**About this exercise:** Check each line of the entries for the string "dead". Report only how many lines have it.

======== Dataset excerpts ========

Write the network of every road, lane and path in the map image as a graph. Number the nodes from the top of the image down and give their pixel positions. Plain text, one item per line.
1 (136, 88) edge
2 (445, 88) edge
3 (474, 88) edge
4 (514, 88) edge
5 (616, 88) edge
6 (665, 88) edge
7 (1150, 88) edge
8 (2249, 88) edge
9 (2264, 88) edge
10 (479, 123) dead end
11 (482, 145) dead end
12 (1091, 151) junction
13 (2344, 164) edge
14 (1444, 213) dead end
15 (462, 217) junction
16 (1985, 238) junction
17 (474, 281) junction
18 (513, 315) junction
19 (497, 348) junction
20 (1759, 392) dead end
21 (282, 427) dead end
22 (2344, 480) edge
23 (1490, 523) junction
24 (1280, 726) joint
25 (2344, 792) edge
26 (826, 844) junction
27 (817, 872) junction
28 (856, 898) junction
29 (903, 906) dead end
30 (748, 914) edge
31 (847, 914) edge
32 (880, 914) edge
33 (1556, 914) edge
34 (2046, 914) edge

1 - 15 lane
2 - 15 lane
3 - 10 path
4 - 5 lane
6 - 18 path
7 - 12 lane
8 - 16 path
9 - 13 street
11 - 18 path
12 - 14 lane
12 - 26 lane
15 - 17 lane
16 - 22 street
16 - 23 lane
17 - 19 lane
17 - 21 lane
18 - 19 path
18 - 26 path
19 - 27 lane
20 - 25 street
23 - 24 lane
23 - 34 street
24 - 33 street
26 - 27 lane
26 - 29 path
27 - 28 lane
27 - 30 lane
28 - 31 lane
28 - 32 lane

========

**Response:** 6